The Ring and the Book - Robert Browning

For the longest time I could only find this in electronic formats (online, eBook). I finally found an old hard cover copy in a local used book store.

A novel in verse, coming in at 21,000 lines, it's probably not everyone's cup of tea. Here's an excerpt (remember, steep 3-5 minutes in fresh cold water brought to a rolling boil ... ):
And I am bound, the solitary judge, 
To weigh the worth, decide upon the plea, 
And either hold a hand out, or withdraw 
A foot and let the wretch drift to the fall. 
Ay, and while thus I dally, dare perchance 
Put fancies for a comfort 'twixt this calm 
And yonder passion that I have to bear, — 
As if reprieve were possible for both 
Prisoner and Pope, — ^how easy were reprieve ! 
A touch o' the hand-bell here, a hasty word 
To those who wait, and wonder they wait long, 
I' the passage there, and I should gain the life !- 
Yea, though I flatter me with fancy thus, 
I know it is but nature's craven-trick. 
The case is over, judgment at an end, 
And all things done now and irrevocable : 
A mere dead man is Franceschini here, 
Even as Formosus centuries ago. 
I have worn through this sombre wintry day, 
With winter in my soul beyond the world's. 
Over these dismalest of documents 
Which drew night down on me ere eve befell, — 
Pleadings and counter-pleadings, figure of fact 
Beside fact's self, these summaries to-wit, —  
If you are ever in Lincoln, CA, stop by The Book Cellar, on Hwy 65. It's a wonderful little store and if she doesn't have what you want, she'll do her best to find it.



. . . and a few new anthologies,
 which will be providing for many a post here in the future.


An Introduction to Haiku: An anthology of Poems and Poets - ed. Harold G. Henderson

This anthology includes a bit of interesting background information about the writing of Busson, Issa, Shiki, as well as a selection of their haiku and musings on the entire genre.

On translation:

An ideal translation should, I believe, reproduce the effect of the original, but I have found that the best any translator can even hope for is to reproduce the effect that the originals have had on him.
On writing haiku:
... to read through a number of haiku each evening until I found one that suited my mood; to learn it by heart; and then to go to bed with it.

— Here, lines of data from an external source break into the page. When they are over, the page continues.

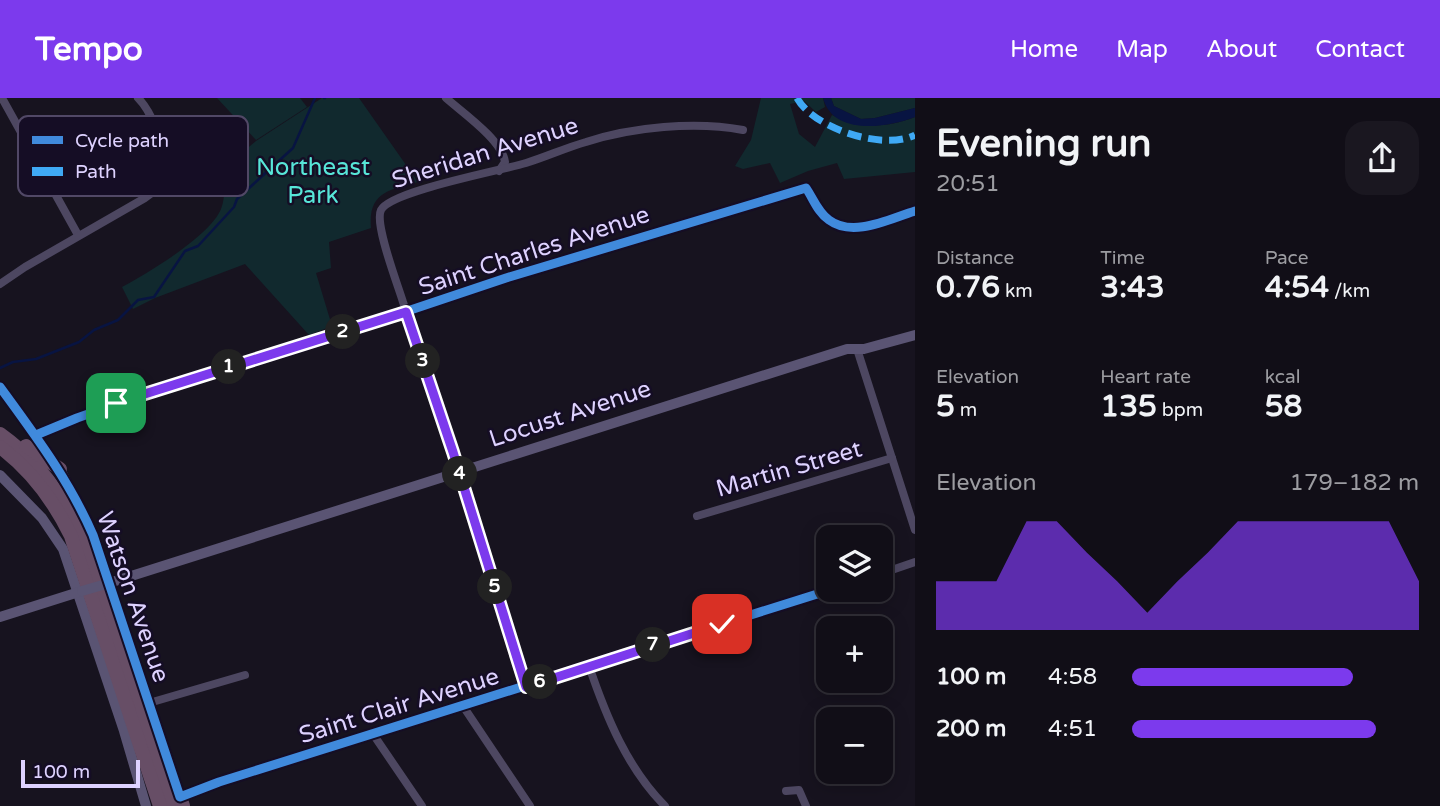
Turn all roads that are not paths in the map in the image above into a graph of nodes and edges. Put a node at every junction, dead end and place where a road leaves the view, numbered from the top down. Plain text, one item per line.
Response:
1 (2, 98) edge
2 (138, 98) edge
3 (451, 99) edge
4 (150, 116) edge
5 (18, 127) edge
6 (743, 131) dead end
7 (499, 171) junction
8 (56, 196) edge
9 (147, 196) edge
10 (915, 211) edge
11 (78, 235) junction
12 (0, 284) edge
13 (406, 312) junction
14 (915, 335) edge
15 (857, 349) junction
16 (0, 387) edge
17 (0, 433) edge
18 (36, 435) junction
19 (0, 447) edge
20 (892, 458) junction
21 (60, 470) junction
22 (459, 472) junction
23 (0, 475) edge
24 (697, 516) dead end
25 (915, 530) edge
26 (915, 562) edge
27 (893, 570) edge
28 (108, 584) junction
29 (80, 592) junction
30 (816, 594) edge
31 (0, 617) edge
32 (590, 666) junction
33 (245, 675) dead end
34 (526, 687) junction
35 (149, 704) junction
36 (463, 706) junction
37 (373, 734) junction
38 (786, 792) dead end
39 (179, 803) edge
40 (146, 806) edge
41 (160, 806) edge
42 (422, 806) edge
43 (530, 806) edge
44 (665, 806) edge
45 (806, 806) edge

1 - 5 street
2 - 4 street
3 - 7 street
6 - 7 street, Sheridan Avenue
7 - 13 street, Sheridan Avenue
8 - 11 street
9 - 11 street
10 - 13 street, Saint Charles Avenue
11 - 12 street
13 - 18 street, Saint Charles Avenue
13 - 22 street
14 - 15 street, Locust Avenue
15 - 20 street
15 - 22 street, Locust Avenue
16 - 18 street, Watson Avenue
17 - 21 highway
17 - 39 highway
18 - 21 street, Watson Avenue
19 - 41 highway
20 - 24 street, Martin Street
20 - 25 street
21 - 28 street, Watson Avenue
22 - 28 street, Locust Avenue
22 - 34 street
23 - 29 street
26 - 27 street
28 - 29 street, Locust Avenue, bridge
28 - 35 street, Watson Avenue
29 - 31 street, Locust Avenue
29 - 40 street
30 - 32 street, Saint Clair Avenue
32 - 34 street, Saint Clair Avenue
32 - 44 street
33 - 35 street
34 - 36 street, Saint Clair Avenue
35 - 39 street, Watson Avenue
36 - 37 street, Saint Clair Avenue
36 - 43 street
37 - 39 street, Saint Clair Avenue
37 - 42 street
38 - 45 street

Not a Muse: The inner Lives of Women - ed. Kate Rogers, Viki Holmes

Some delicious poetry in this anthology, and I've just started nibbling.

Male writers and poets throughout the centuries have turned to a feminine muse as a creative catalyst. But there is much more to us than providing a source of inspiration. Now the muse is finding her own voice. ...
The woman poet must invent her own metaphor for poetic inspiration; she must name a muse of her own.

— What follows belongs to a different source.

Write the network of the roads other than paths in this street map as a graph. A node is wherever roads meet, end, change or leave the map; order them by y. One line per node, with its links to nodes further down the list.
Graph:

Tracing the Tradition: An Anthology of Poetry by Women - ed. Linda Hall

My only complaint is that this is an impossibly slim volume, considering it's selections range from Anglo-Saxon times through 1995.









Classic Poetry: An Illustrated Collection - ed. Michael Rosen, illus. Paul Howard

A pretty book of classic poetry with wonderful illustrations. The style changes with each to capture the mood of the poem.